A Positive Contribution! February 12, 2007 Ashley Konson (Toronto, Ontario, Canada) I am the Principal of Cohesion Inc, a marketing & business consulting organization, and also a part-time course director in the marketing faculty of the Schulich School of Business, York University in Toronto, Canada. I believe that this book, which builds on some of the concepts from Brand Leadership by the same author, makes a positive contribution to marketing and branding literature, especially with respect to topics such as brand extensions and brand architecture. When read together with The New Strategic Brand Management by Jean-Noel Kapferer, it provides a strong grounding in these areas for students and serious practitioners alike.

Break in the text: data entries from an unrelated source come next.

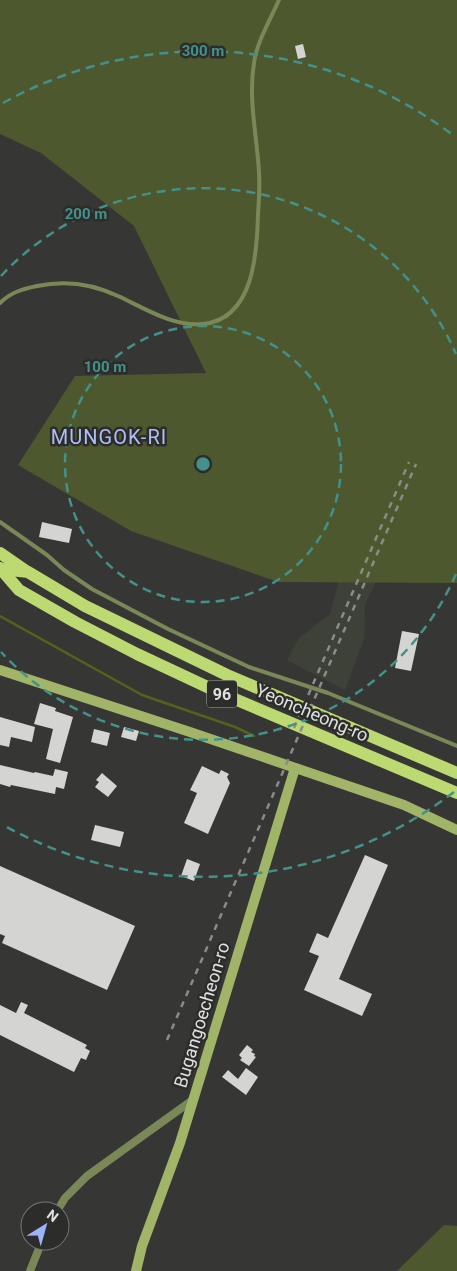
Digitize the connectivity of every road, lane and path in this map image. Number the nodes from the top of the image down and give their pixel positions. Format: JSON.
{"nodes":[{"id":1,"x":279,"y":0,"type":"edge"},
{"id":2,"x":0,"y":303,"type":"edge"},
{"id":3,"x":0,"y":522,"type":"edge"},
{"id":4,"x":0,"y":553,"type":"edge"},
{"id":5,"x":1,"y":572,"type":"edge"},
{"id":6,"x":28,"y":572,"type":"junction"},
{"id":7,"x":0,"y":670,"type":"edge"},
{"id":8,"x":457,"y":746,"type":"edge"},
{"id":9,"x":294,"y":768,"type":"junction"},
{"id":10,"x":457,"y":773,"type":"edge"},
{"id":11,"x":457,"y":793,"type":"edge"},
{"id":12,"x":457,"y":830,"type":"edge"},
{"id":13,"x":194,"y":1098,"type":"junction"},
{"id":14,"x":62,"y":1201,"type":"edge"},
{"id":15,"x":38,"y":1251,"type":"edge"},
{"id":16,"x":30,"y":1271,"type":"edge"},
{"id":17,"x":136,"y":1271,"type":"edge"}],
"edges":[{"from":1,"to":2,"type":"lane"},
{"from":3,"to":8,"type":"lane"},
{"from":4,"to":6,"type":"main road"},
{"from":5,"to":6,"type":"main road","name":"Yeoncheong-ro","number":"96"},
{"from":5,"to":11,"type":"main road","name":"Yeoncheong-ro","number":"96"},
{"from":6,"to":10,"type":"main road","name":"Yeoncheong-ro","number":"96"},
{"from":7,"to":9,"type":"street"},
{"from":9,"to":12,"type":"street"},
{"from":9,"to":13,"type":"street","name":"Bugangoecheon-ro"},
{"from":13,"to":14,"type":"street"},
{"from":13,"to":17,"type":"street","name":"Bugangoecheon-ro"},
{"from":15,"to":16,"type":"street"}]}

Renowned Guru Aaker May 6, 2006 Prophet (Taiwan) I used Aaker's works since the Brand Equity (1991) to Brand Portfolio Strategy (2004) for the research of international marketing for cutting-edge technology in Taiwan. The brand portfilio strategy has made it an iconic and epic art of brand. I has known Aaker's works from the numerous citations in the leading papers of Journal of Marketing. Aaker's prophetic thinking is down-to-eatrh practical and always updated, with a central belief in pragmatic art of brand. The epilogue at the end of this book and the quotations in the beginning of each chapter is quite heuristic and humerous. Indeed, it is a "must-read" of marketing researchers and practitioners from cover to cover without dust bunny.

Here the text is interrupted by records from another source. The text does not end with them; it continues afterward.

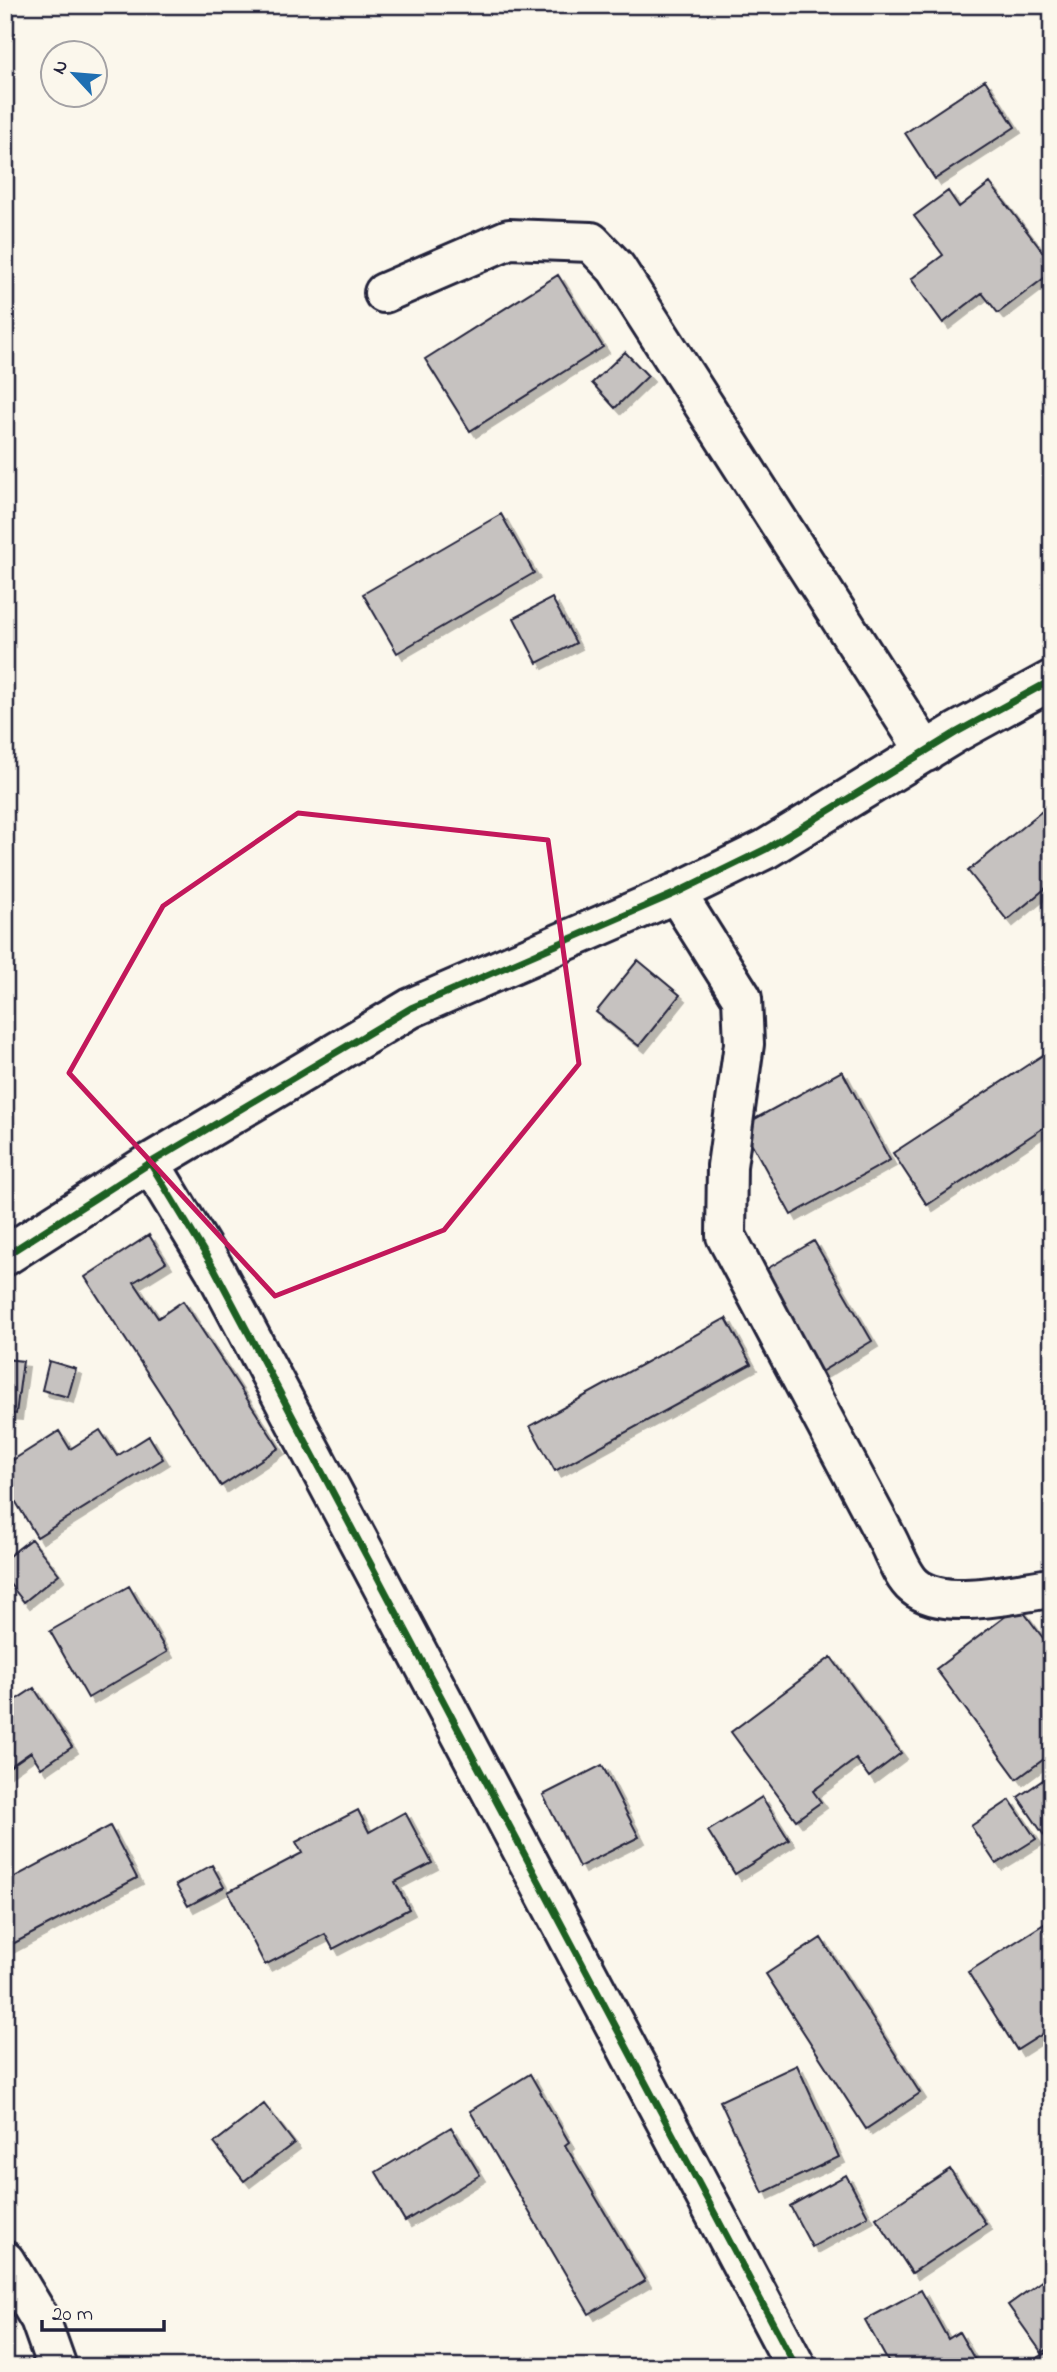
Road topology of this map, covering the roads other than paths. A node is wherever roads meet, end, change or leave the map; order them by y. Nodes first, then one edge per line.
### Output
1 (384, 293) dead end
2 (1052, 680) edge
3 (926, 752) junction
4 (676, 893) junction
5 (150, 1163) junction
6 (5, 1256) edge
7 (1052, 1588) edge
8 (5, 2261) edge
9 (57, 2367) edge
10 (796, 2367) edge

1 - 3 street
2 - 3 street
3 - 4 street
4 - 5 street
4 - 7 street
5 - 6 street
5 - 10 street
8 - 9 street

The Brand Argument GrowsThinner February 24, 2006 Tomas Hrivnak (Roztoky u Prahy, Czech Republic) 1 out of 1 found this review helpful
In fact, after Building Strong Brands, Brand Portfolio strategy has been a big disappointment for me. The book failed to deliver practically on all of the dimensions from the title: it is not very relevant, it definitely doesn't energize the reader, doesn't offer much inspiration for brand leverage and clarity of writing also isn't one of its virtues. Well, it IS different - perhaps just becasue there are not very many texts on the issue. Not a big help for practical brand management, I'm afraid.
Excellent investment of time and money June 23, 2005 James Gallagher (Tokyo) As brands assume roles equal to or more important than the actual products, keeping them dynamic and relevent becomes ever more crucial for business performance. Yet that challenge is becoming more complex as brands proliferate, cluttering brand porfolios and diluting brand equities. In this book, Aaker builds a framework for understanding the key issues in brand management based on analysis of common initiatives taken by leading companies. It takes a theoretical approach, but it is based in real world examples that make it easy to follow. I found the section on brand extensions very useful. For example, when considering a brand extensions, should the existing brand be leveraged, simply using a descriptor to define the offering; or should a new sub-brand created...if so, which will play the greater role in defining the offering and driving purchase -- the subbrand or the master? These are the sorts of issues brand managers and strategists face on a daily basis so Aaker's exporation of these issues is very useful. "Brand Portfolio Strategy" is not in the category of "brand enlightenment" tales, like Scott Bedbury's "A new brand world". It takes time to get through, can be rather dry.... but overall I found it an excellent investment of time and money.